# NLU based item search¶
Using a pretrained BERT and Elasticsearch KNN to search textually similar items



# Contents
1. Background
2. Setup
3. Data Preparation 
4. SageMaker Model Hosting
5. Build a KNN Index in Elasticsearch
6. Evaluate Index Search Results
7. Extensions

## Background
In this notebook, we'll build the core components of a textually similar items search. Sometime people don't know what exactly they are looking in that case they just type an item descriptions and it will retrive the similar items.

One of the core components of textually similar items search is a fixed length sentence/word embedding i,e a “feature vectors” corrosponds to that text. The reference word/sentence embedding typically are generated offline and must be stored in. So they can be efficiently searched. So generating word/sengtence embedding can be achived by pretrained language model such as BRET(Bidirectional Encoder Representations from Transformers). In our use case we have used pretrained BERT model from sentence-transformers(https://github.com/UKPLab/sentence-transformers).
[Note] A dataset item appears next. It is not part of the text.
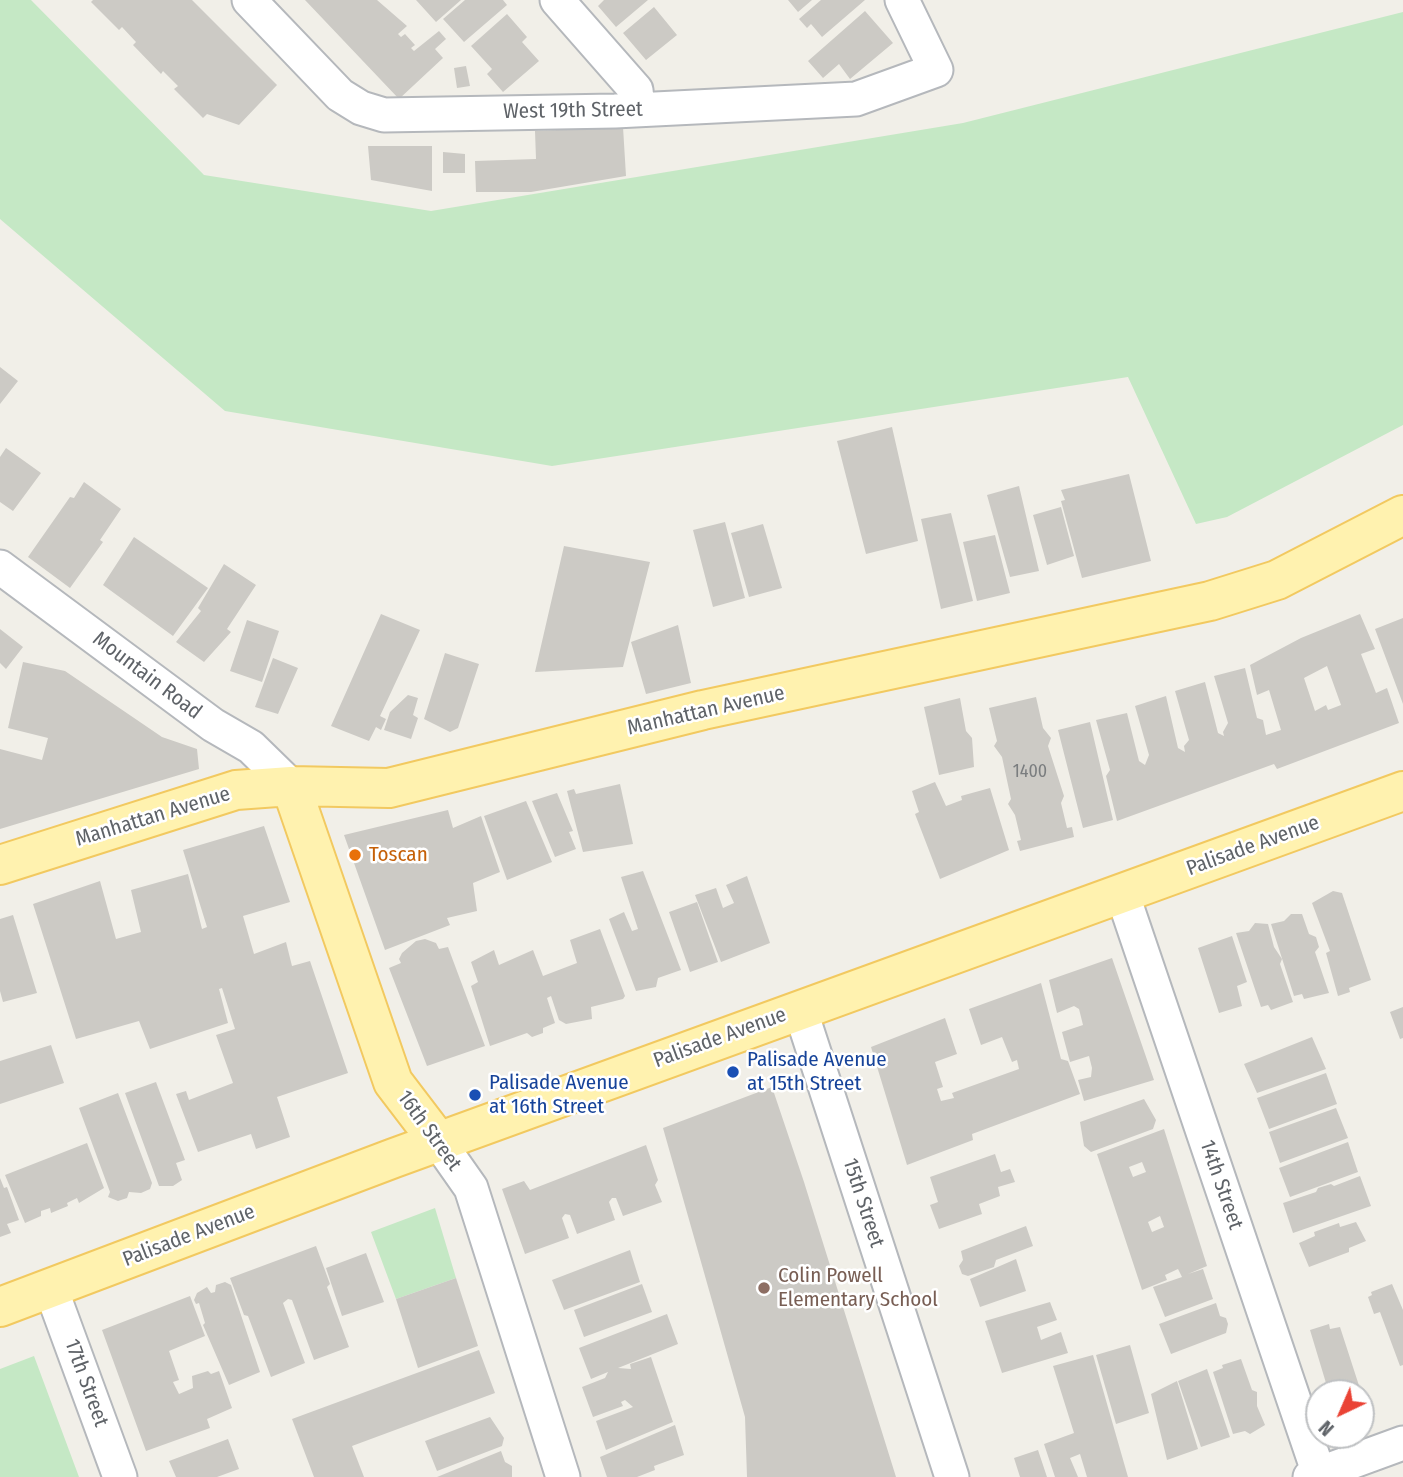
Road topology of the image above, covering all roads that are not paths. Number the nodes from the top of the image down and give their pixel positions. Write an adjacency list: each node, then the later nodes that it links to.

To enable efficient searches for textually similar items, we'll use Amazon SageMaker to generate fixed length sentence embedding i.e “feature vectors” and use KNN algorithim in Amazon Elasticsearch service. KNN for Amazon Elasticsearch Service7.7 lets you search for points in a vector space and find the "nearest neighbors" for those points by cosine similarity (Default is Euclidean distance). Use cases include recommendations (for example, an "other songs you might like" feature in a music application), image recognition, and fraud detection.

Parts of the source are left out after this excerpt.